One day each week, beginning about 10:45, we gather the first aid kit, emergency phone numbers, cell phone, and our snack (muffins and milk—easily transported), position the children (eight, mixed age, three to five years, weather proofed) along the knotted rope and walk or meander, depending, a quarter mile to a five-acre woods, a city (Madison, WI) nature-park, adjacent to a public school.  The principal cleared us to use the area.  To the children, it’s “the forest;” like most forests it’s enchanted enough to be quite a draw.  There are mixed, mature hardwoods and trails that take us into patches of wildflowers: trillium, Jack-in-the- pulpit, ginger, Virginia water leaf, May apple among others.  One of the children, the first day out, gathered a bouquet of trillium before we could say “Jack-in-the-pulpit” so we had occasion to establish the understanding that all growing things, colorful or green, alas, were to remain unpicked, but they could gather sticks from the ground—to be left behind before our walk back.  We have about an hour and fifteen minutes in the forest and apart from a snack break the children play and play, sometimes running wildly, sometimes hunkering down in one large group or in smaller groups as they camp.  They bring us occasional treasures—a hickory nut, worm, beetle, shard of glass, bottle cap.  Sometimes we pack out trash.  They would play two, perhaps three hours had we the time.  We are fortunate to have the forest, though as in most urban areas, there are a few other open green spaces nearby that we could use.  And the effect might not be so different, mature hardwood trees and wild flowers notwithstanding, as the children just want to be active, with the option of settling in for a while, somewhere, to punctuate running with stillness.  Helle Heckmann, at her center, Nokken, in Copenhagen, Denmark, makes extensive use of a cemetery, the terminus of their morning walk, for play.  We talk of adding another day for a walk to the forest next school year, even though The Orchard has over and acre and plenty of trees.  Leaving the house and heading out for an adventure in nature trumps most other activities.  We teachers, by the way, share their enthusiasm.

ImageThere is another occasion, though, when we explore nature possibilities at The Orchard.  True, the children can gather sticks, turn over rocks and logs to see what’s underneath; we even build small campfires on cold days.  But we also work with the children in the garden.  This spring we planted seeds for spinach, kale, and carrots and seed potatoes, among a half dozen or so other vegetables.  The children are harvesting the spinach now and we serve it, raw, as part of our lunch.  Seed potatoes are very easy to plant and this year, like last, it will be a treasure hunt as we turn over the straw and soil and discover rows of potatoes which we will roast for lunch.
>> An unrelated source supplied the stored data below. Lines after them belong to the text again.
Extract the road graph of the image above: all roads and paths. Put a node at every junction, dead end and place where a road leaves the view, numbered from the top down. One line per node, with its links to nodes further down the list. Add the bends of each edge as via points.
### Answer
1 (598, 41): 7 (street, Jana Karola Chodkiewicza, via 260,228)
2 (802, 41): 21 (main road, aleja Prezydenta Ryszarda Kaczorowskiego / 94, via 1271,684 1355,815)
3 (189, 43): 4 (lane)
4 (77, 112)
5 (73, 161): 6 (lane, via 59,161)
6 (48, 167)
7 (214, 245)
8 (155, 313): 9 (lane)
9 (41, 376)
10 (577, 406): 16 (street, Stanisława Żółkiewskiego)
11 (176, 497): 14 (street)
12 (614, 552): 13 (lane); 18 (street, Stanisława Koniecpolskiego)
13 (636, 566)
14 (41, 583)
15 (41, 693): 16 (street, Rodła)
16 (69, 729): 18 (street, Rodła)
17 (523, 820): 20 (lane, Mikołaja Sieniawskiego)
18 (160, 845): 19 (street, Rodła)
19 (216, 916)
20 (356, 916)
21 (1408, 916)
There is bounty here; some we eat at The Orchard, some we share with the families.  We’ve made grape jelly, apple sauce, rhubarb jam, even maple syrup when we tapped a few of our silver and Norway maples and boiled down the sap.  We included a head of garlic and a small jar of maple syrup in the Easter baskets the children carried home.  The silver maples may not yield the choicest syrup, like sugar maples do, but they are excellent alternatives, and they are ubiquitous in the Midwest and beyond.  If you don’t have maple trees (and one tree a foot or so in diameter yields plenty of sap), neighbors might loan you theirs.  The processes for making jams, jellies, maple syrup, etc. are not arcane mysteries and are of hands-on interest to the children.  The teachers learn along the way, too, as our first maple sugaring last year attests.  A vegetable garden needn’t take much space, is inexpensive, and introduces planting and harvesting savvy.  The Orchard kids know where spinach, potatoes, pumpkins, etc. come from and have the satisfaction that comes of participating in the process.  Of course, some children are ready to leave the garden after one minute, others after five or, rarely, ten so we plan carefully to get the most from those few minutes.  The planting beds are already formed and tools and seeds/seedlings at hand.  Depending on the activity, we take one or more children at a time into the garden so we can work closely with each, planting or harvesting.  The Orchard has a break for the summer, but come their return in the fall the children will make an easier transition back as they harvest what they planted last spring.  As for the chickens…but that’s another story, for another time.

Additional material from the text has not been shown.